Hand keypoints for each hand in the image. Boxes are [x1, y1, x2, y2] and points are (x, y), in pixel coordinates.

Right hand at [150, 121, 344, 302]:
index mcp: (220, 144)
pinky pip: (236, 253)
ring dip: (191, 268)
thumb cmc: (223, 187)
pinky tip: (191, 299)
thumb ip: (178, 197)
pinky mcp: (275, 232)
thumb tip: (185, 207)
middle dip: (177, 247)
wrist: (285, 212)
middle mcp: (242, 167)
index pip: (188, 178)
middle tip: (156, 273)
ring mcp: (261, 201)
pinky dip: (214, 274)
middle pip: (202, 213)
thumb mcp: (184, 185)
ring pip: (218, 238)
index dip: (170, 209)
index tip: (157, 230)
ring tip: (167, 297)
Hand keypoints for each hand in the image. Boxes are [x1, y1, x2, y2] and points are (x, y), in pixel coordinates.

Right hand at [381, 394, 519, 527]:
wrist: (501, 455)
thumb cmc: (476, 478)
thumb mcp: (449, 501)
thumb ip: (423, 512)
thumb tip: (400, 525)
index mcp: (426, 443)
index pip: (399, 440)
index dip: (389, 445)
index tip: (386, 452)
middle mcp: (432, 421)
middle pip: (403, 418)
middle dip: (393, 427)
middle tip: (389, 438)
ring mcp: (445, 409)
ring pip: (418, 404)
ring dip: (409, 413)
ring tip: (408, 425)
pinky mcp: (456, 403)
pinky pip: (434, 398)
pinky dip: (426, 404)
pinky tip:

• [Your task]: From the line that contains "ring mcp: (445, 409)" to the last line of the data, write out each line exactly and add nothing.

• [Solved problem]:
ring mcp: (445, 409)
ring pip: (418, 404)
ring dip: (409, 413)
ring tip: (408, 425)
pinky mcp: (456, 403)
pinky pip: (434, 398)
pinky dip: (426, 404)
pinky tip:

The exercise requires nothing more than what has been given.